To be honest, I’m not sure if you have to have a special permit, but it was worth bringing up as an idea!

Thanks for that, and thanks on behalf of the people who are good at graphic design yet never thought of charging people for it.

(FirstCreditCardResource.org, you sent 5 horrible posts this week, each worse than the previous one and each with a different byline. At this rate, sooner or later you’ll stumble across a contributor who can write. When you do, we’ll reconsider you. In the meantime, learn from someone literate. Such as…)

The efficient market is the stuff of hypotheses and textbooks. Mike Piper at The Oblivious Investor understands that that’s not how the real world works, but wonders whether it’s worth it to spend your time looking for inefficiencies.

Diversify your portfolio, create an emergency fund, don’t panic…Consumer Boomer has figured out all the things you should do to avoid stock market pain. A welcome relief, because we never would have thought of any of that.

We’ve got a new trusting soul entrant this week, the modestly styled Personal Finance Whiz. He got our attention by claiming that he’d figured out how you can pay a $221,800 mortgage off in only 5 years. So how do you do it?

By making $4,185.64 monthly payments! Wasn’t that easy?

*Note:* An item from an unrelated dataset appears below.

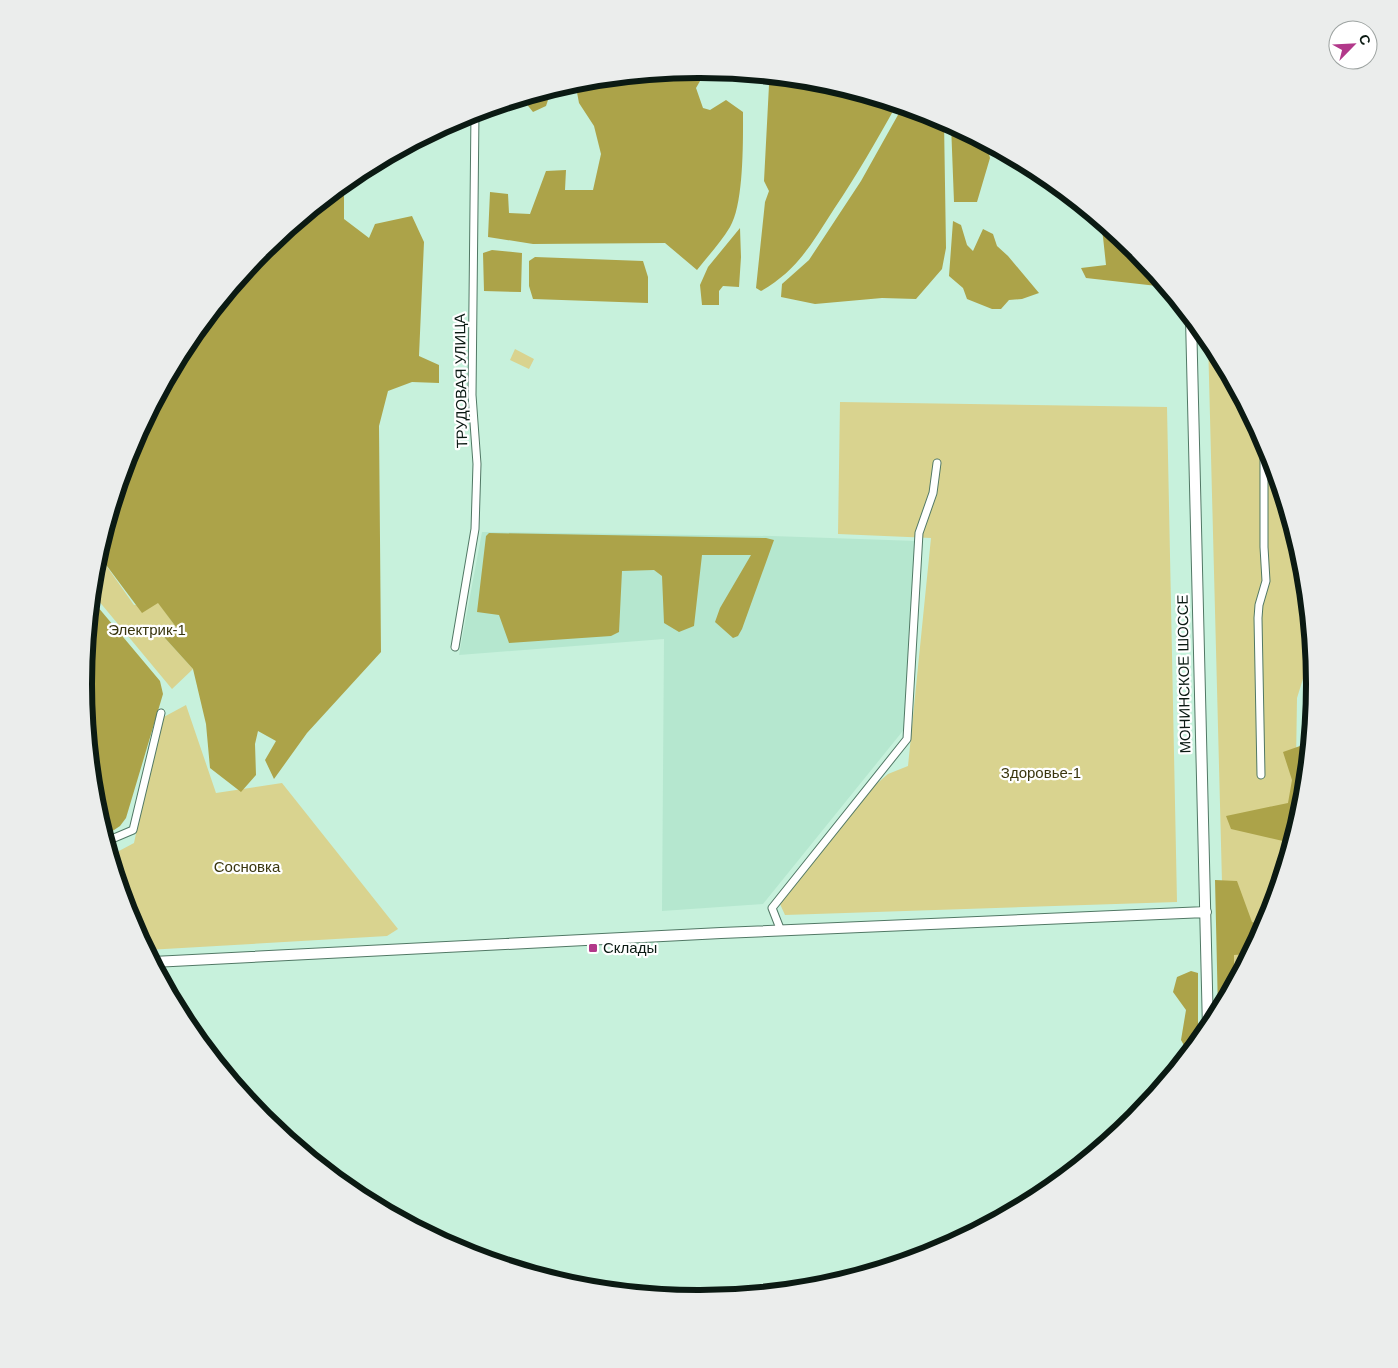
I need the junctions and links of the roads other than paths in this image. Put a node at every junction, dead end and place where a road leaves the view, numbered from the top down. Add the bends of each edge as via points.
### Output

Michael German at Everything Finance Blog gives half-hearted recommendations for credit cards “for job seekers”, who presumably want different rewards and credit limits than the rest of us. There’s also some meaningless references to interest rates in there, which any CYC reader knows are the least important features about credit cards.

Wait…there are wimmens who make more money than their men? Sure. Maybe those same females will even be voting and driving some day. Next thing you know they’re going to be attending school, too. Crystal at Budgeting in the Fun Stuff lives in this future world, and apparently her husband allowed her out of the kitchen long enough to write about it.